PROBLEM TO WORK ON: Going through the records that follow, please count the lines with "paths" in them and give only the count.

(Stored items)
▽

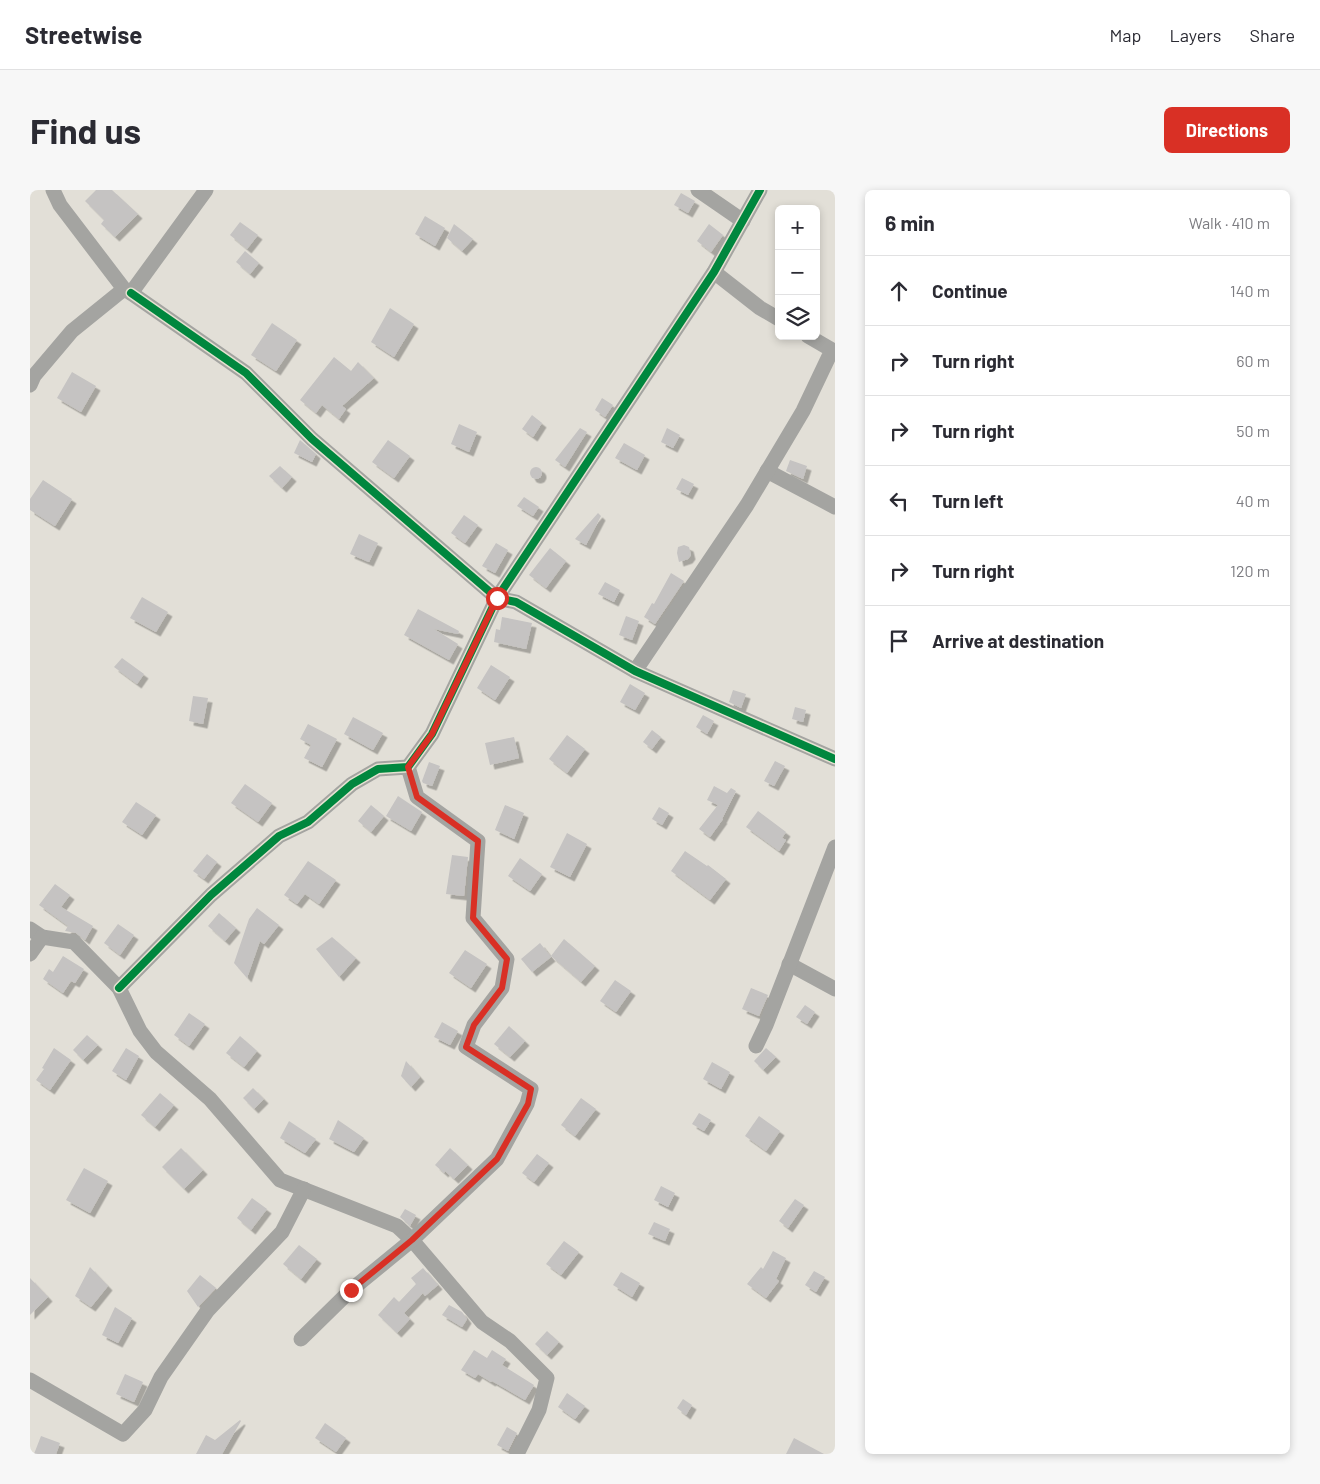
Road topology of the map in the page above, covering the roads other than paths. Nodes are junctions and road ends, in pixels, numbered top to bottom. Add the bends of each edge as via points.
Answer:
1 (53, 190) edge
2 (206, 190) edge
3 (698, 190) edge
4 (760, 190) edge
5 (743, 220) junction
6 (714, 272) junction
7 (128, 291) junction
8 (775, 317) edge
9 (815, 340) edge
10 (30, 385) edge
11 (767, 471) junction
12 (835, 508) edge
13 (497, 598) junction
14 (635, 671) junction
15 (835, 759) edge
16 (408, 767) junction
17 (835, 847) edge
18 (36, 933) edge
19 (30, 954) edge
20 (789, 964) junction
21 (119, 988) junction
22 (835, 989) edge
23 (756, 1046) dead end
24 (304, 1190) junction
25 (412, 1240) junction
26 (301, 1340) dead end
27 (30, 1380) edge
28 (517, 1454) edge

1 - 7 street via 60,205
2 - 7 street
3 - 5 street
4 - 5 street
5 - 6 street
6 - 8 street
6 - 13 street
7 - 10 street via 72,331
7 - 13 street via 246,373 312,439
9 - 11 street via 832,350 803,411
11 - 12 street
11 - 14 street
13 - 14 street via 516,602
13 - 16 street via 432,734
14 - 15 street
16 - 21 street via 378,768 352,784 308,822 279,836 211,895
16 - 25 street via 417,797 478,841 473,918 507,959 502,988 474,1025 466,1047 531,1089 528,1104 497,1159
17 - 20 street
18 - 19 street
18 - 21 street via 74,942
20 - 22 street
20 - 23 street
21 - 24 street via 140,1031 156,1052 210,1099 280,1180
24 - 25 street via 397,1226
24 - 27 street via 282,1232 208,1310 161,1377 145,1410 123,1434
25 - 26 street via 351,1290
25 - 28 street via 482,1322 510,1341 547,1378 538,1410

△
▽

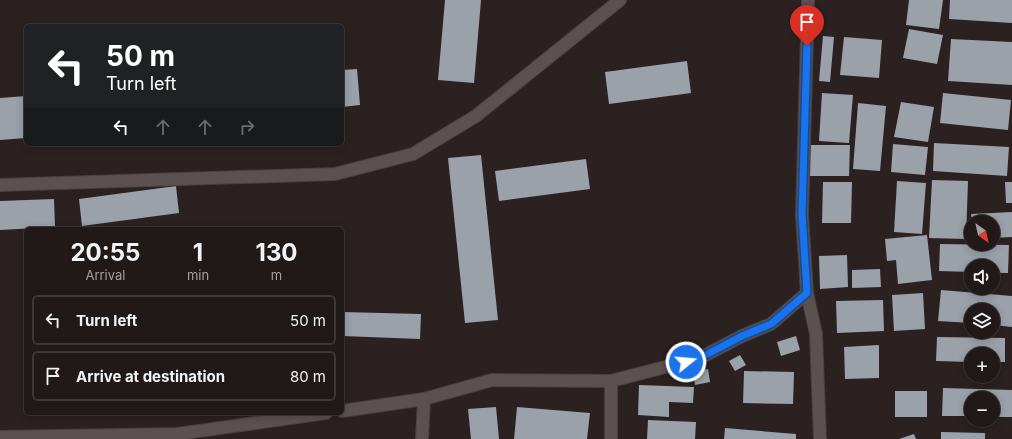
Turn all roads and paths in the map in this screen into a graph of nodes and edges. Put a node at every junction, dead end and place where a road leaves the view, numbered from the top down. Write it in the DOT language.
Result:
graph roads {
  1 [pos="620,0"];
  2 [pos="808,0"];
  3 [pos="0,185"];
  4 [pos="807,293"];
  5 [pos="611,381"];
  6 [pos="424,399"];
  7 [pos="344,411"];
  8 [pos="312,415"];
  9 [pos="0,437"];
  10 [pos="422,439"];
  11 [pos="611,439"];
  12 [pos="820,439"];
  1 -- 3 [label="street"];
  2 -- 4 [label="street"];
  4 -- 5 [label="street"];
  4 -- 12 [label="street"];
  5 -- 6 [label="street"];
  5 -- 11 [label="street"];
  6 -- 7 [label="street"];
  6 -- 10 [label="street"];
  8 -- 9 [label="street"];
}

△

REPLY TO THE TASK: 2